Stored data
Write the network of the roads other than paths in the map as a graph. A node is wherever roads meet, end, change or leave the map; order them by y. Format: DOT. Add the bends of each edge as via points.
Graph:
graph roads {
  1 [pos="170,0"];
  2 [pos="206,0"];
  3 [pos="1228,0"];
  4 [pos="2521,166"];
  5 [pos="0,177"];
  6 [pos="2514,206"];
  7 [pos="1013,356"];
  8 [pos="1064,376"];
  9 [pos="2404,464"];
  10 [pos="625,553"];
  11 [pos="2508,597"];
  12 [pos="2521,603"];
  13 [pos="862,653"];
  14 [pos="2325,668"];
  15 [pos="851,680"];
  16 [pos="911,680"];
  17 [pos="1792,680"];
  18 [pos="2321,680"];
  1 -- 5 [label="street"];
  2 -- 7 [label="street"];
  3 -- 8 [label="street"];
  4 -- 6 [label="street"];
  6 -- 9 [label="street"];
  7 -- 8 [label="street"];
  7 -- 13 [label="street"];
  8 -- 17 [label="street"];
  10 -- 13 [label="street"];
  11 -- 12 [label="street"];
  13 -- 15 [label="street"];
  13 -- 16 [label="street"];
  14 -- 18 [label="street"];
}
==
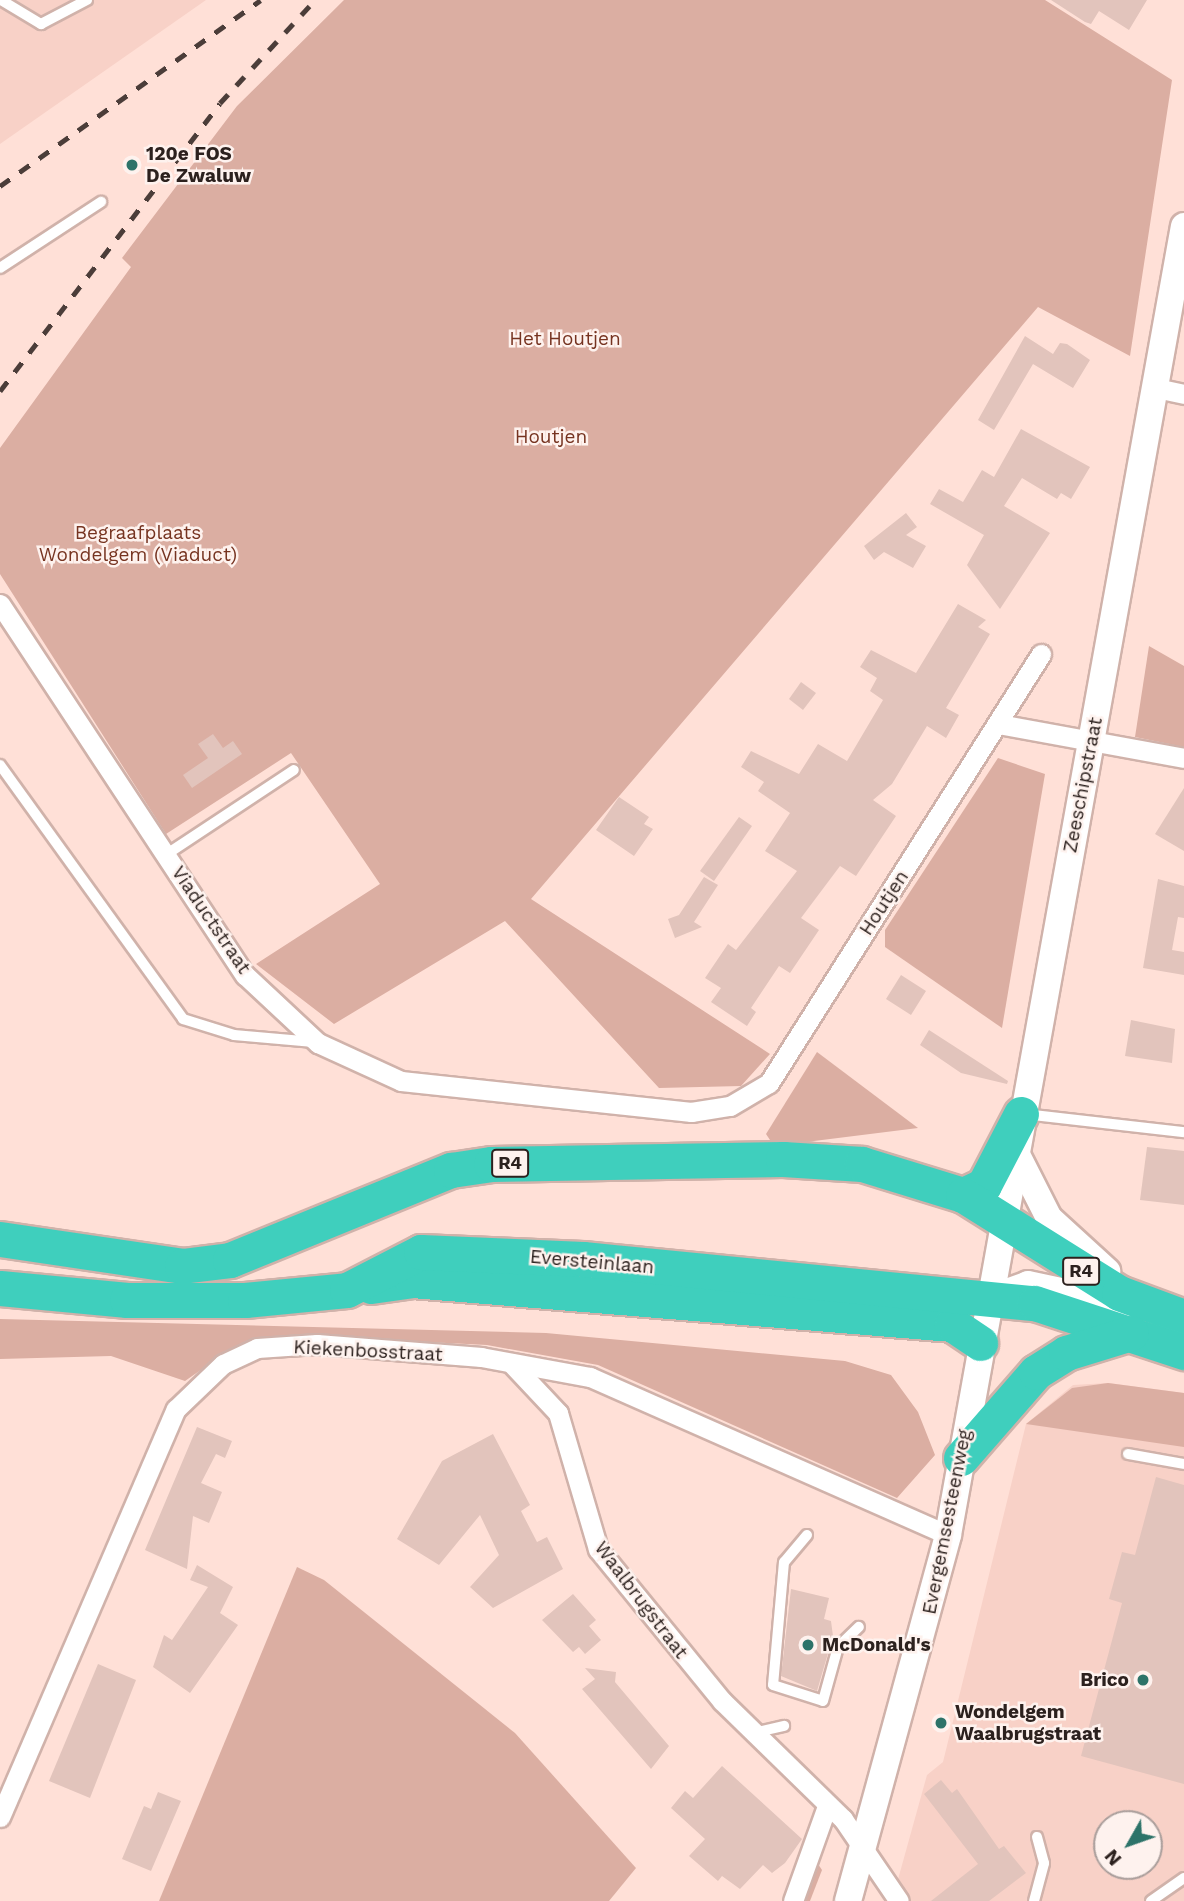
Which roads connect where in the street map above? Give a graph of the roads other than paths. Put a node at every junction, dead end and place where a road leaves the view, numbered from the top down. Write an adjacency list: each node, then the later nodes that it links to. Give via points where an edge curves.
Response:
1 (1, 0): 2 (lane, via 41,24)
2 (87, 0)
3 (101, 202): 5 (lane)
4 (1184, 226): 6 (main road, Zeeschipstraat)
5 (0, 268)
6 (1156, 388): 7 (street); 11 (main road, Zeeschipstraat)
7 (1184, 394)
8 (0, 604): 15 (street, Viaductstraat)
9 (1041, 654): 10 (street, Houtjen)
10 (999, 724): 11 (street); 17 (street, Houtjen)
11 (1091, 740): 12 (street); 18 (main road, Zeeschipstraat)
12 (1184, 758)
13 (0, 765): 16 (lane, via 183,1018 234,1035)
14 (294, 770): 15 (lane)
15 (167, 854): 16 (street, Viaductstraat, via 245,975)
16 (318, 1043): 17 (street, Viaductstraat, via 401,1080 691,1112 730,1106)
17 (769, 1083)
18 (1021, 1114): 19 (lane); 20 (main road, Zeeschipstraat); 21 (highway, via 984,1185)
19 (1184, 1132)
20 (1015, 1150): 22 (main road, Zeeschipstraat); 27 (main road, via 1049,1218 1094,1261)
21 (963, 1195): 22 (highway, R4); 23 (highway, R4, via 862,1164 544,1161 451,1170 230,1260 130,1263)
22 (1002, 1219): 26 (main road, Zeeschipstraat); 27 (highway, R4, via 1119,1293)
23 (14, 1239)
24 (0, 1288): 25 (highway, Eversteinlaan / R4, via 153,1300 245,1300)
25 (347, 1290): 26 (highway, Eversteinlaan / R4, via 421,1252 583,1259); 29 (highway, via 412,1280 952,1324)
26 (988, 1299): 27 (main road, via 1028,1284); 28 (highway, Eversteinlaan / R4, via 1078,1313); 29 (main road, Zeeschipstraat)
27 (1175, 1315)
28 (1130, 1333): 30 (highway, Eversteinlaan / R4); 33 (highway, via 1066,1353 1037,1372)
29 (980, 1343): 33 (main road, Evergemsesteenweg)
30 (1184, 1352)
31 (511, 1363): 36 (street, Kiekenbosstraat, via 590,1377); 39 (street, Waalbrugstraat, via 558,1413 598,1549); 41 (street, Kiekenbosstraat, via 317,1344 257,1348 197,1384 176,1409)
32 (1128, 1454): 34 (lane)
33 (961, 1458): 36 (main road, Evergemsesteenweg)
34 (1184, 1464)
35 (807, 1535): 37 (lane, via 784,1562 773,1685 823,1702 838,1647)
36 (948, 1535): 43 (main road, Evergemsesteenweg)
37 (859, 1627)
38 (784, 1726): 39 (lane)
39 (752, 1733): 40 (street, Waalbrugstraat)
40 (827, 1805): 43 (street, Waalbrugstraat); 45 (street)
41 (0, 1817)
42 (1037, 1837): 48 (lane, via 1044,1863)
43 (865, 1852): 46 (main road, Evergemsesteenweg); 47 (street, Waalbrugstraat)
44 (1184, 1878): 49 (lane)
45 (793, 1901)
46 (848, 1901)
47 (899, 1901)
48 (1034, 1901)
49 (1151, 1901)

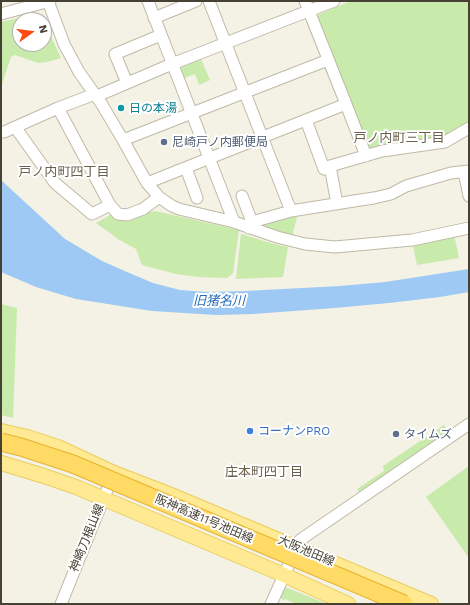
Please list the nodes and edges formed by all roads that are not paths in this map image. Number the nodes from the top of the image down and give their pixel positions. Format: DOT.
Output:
--
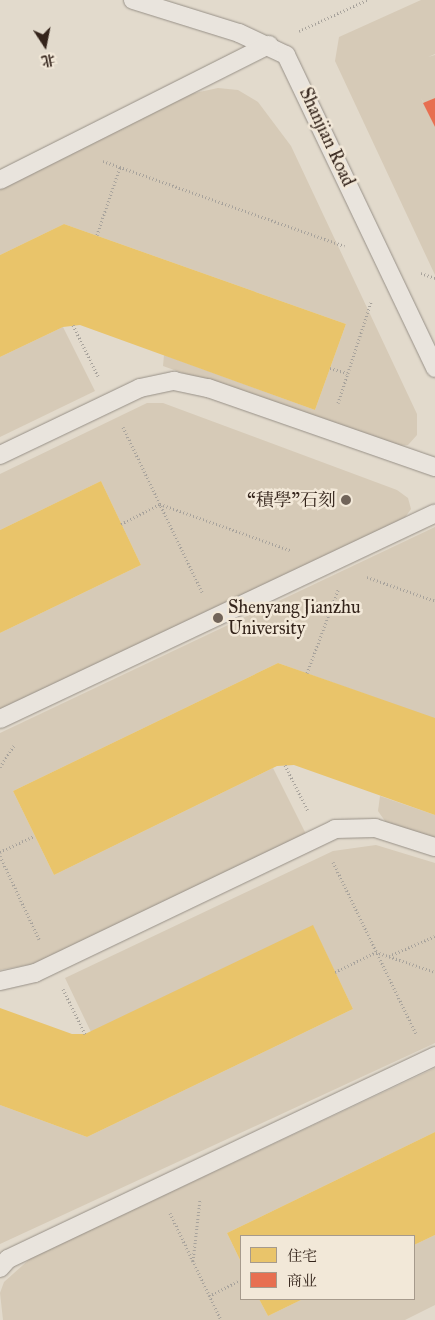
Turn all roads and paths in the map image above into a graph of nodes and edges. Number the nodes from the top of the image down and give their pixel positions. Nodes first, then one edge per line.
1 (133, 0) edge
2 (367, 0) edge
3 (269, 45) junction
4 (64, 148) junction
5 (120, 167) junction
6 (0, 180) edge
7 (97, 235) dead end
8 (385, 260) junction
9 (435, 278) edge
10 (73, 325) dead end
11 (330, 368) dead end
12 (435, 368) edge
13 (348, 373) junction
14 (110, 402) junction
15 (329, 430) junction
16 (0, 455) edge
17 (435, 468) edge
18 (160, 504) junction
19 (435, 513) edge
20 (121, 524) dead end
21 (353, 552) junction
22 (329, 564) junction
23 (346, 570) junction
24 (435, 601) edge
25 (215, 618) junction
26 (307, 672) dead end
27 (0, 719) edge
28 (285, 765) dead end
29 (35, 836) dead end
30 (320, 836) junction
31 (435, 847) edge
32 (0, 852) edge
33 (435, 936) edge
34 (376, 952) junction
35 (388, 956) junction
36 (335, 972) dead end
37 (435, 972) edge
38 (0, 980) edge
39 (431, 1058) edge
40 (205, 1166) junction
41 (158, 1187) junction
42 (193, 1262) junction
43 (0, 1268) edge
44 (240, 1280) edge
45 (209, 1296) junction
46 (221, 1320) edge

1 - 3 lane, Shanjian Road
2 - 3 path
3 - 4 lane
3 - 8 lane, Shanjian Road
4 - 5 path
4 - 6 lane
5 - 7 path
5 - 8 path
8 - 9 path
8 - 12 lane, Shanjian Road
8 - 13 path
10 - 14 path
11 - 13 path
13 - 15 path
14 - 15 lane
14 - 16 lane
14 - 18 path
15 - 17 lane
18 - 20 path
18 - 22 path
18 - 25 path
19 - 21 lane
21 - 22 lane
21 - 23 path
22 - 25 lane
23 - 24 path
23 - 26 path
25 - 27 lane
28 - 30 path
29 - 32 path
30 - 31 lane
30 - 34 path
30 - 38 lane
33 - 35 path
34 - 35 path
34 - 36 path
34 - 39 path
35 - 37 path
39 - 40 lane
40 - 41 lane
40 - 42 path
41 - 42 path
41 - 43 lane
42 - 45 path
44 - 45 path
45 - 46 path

* **To do**: What is needed is the number of lines in the data that hold the word "than", with nothing added.

* **Task result**: 2